First: thank you to everyone who has commented, clarified, sat for
meetings, and reviewed and edited text, often repeatedly.  It is very much
appreciated.

This reply is on behalf of the 6MAN chairs and INT ADs.

-- Erik, Éric, Bob, Ole

[1] Does the placement of a list of SIDs in the IPv6 DA field change the
IPv6 architectural description of that field?

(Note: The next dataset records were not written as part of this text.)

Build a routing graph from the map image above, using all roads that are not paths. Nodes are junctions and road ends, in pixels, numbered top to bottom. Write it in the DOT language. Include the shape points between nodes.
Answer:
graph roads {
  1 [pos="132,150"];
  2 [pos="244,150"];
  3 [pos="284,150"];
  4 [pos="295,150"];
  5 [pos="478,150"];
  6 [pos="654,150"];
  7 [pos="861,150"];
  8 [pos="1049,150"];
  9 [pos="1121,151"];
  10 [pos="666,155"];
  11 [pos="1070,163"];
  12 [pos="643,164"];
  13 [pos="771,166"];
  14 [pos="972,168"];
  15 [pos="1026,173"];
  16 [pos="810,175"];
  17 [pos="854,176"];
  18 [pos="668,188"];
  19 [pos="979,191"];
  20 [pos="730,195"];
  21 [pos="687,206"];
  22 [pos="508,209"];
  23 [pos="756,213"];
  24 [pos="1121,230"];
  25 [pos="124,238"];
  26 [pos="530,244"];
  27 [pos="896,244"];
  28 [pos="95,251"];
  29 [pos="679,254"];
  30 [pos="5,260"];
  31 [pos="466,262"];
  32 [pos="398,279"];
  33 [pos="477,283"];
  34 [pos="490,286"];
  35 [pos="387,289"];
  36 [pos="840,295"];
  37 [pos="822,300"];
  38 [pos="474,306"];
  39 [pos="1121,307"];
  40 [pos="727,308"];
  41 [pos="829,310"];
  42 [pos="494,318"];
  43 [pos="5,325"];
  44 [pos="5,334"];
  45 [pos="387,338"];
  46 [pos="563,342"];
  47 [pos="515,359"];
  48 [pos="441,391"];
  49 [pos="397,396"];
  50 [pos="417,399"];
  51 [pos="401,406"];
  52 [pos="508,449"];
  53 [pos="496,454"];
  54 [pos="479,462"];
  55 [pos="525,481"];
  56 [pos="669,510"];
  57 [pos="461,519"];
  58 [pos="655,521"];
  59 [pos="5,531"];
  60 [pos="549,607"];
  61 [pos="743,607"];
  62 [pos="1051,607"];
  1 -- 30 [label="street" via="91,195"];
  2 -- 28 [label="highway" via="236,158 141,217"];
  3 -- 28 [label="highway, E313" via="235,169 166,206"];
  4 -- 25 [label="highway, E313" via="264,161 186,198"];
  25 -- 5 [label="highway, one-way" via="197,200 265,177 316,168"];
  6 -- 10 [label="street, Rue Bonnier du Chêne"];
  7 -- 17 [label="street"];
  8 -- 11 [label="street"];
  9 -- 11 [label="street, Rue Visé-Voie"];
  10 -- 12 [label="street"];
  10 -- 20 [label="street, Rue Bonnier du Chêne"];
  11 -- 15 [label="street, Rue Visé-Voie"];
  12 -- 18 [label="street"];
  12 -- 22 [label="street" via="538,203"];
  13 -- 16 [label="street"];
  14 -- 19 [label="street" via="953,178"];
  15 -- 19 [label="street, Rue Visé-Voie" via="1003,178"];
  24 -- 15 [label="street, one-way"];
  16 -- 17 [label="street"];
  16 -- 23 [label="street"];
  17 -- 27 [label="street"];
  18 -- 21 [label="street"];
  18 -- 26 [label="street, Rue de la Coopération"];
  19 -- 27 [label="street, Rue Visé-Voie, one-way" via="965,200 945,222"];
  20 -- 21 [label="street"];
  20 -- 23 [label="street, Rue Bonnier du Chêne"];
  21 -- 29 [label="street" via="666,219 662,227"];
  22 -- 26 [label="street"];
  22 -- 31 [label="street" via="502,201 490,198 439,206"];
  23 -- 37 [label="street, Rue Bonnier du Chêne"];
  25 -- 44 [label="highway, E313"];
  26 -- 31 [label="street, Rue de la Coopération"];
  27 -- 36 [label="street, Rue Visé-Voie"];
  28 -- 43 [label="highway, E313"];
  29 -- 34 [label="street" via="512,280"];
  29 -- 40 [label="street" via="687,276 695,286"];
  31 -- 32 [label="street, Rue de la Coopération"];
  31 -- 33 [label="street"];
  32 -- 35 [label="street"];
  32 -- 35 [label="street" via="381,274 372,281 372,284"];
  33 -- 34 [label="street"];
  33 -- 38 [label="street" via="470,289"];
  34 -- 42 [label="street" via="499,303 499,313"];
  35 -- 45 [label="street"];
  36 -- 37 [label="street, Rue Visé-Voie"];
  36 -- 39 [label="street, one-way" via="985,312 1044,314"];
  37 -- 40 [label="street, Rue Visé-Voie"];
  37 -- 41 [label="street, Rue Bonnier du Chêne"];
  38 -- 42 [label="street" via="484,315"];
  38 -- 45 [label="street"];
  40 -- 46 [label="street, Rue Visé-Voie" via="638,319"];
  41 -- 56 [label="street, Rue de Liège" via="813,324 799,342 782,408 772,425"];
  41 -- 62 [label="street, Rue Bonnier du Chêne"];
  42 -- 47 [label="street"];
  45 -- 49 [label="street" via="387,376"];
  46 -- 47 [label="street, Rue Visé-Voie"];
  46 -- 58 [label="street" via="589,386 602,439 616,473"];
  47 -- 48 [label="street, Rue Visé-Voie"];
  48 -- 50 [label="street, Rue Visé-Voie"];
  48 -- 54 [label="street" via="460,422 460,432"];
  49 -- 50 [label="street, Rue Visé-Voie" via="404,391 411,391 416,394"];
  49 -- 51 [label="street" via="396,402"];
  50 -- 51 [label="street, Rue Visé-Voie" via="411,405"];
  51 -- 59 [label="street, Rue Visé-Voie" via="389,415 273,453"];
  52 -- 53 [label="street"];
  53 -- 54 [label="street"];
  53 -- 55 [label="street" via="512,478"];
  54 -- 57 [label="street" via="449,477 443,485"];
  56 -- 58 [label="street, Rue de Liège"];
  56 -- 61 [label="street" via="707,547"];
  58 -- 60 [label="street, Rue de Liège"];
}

It is understood that from the perspective of an IPv6 transit node the DA
field remains a valid DA, and from the perspective of an SR-aware node the
DA remains a SID of the LOC:FUNC:ARG form of RFC 8986.  On the surface,
then, these would not appear to represent any change to the IPv6 data plane
from currently published specifications.  However, this new category of
address seems as though it can in fact go against current specifications in
certain circumstances.

SIDs of the RFC 8754 and RFC 8986 form can reasonably be expected to obey
general unicast semantics: RFC 8986 section 4.1.1 permits Endpoint handling
of any inner payload type that is “allowed by local configuration” and even
explicitly gives the example of “an operator might permit pinging of SIDs.”
 In the case of ICMPv6 Echo Replies specifically RFC 4443 section 4.2
places requirements on the source address of the reply: it MUST be a
unicast address and MUST be the same as the DA if the DA was unicast
otherwise another unicast SA is chosen if the DA was an anycast or
multicast address.

In the SR C-SID topology A--B--C--D, sending a ping from A to D, could in
theory be done two ways: (1) ping D via SR policy B,C or (2) ping
LOC:FUNC:B:C:D (the SID of B with a set of CSIDs as the argument). In the
first case the ping is sent to the final destination D, via an SR path. In
the second case, the ping is sent to the final destination LOC:FUNC:B:C:D.
The IPv6 destination address as observed on the wire between A and B
(LOC:FUNC:B:C:D) and on reception at D (D::) will be the same in both
cases.  In the first case, the ICMP checksum based on address D is valid
and an ICMP reply will be sent from D to A.  In the second case though, the
ICMP echo request packet will have an invalid ICMP checksum and will be
dropped.

Can an IPv6 destination address when it's a C-SID (an “End with Next SID
arguments”) behave like a normal IPv6 end-point? Based on this, we may have
some new category of addresses and we feel the characteristics of SRv6
C-SID addresses should be more clearly defined.  We think that any
architectural issues can be resolved with such a document as outlined in
[A] below.

[2] Does the operation of shifting information around in the IPv6
destination address field represent a modification or extension of the IPv6
data plane?

The use of a SID with an ARG with a series of C-SIDs to generate the next
SID (a.k.a. “shifting”) form of compression (NEXT-C-SID) has an additional
deviation from the expected behavior of unicast addresses in the IPv6 data
plane, primarily by introducing a mechanism that achieves the objectives of
an SRH without requiring the presence of an SRH (section 4.1 of RFC 8754)
or without requiring the existence of Segment List in an attached SRH
(reduced SRH per section 4.1.1 of RFC 8754).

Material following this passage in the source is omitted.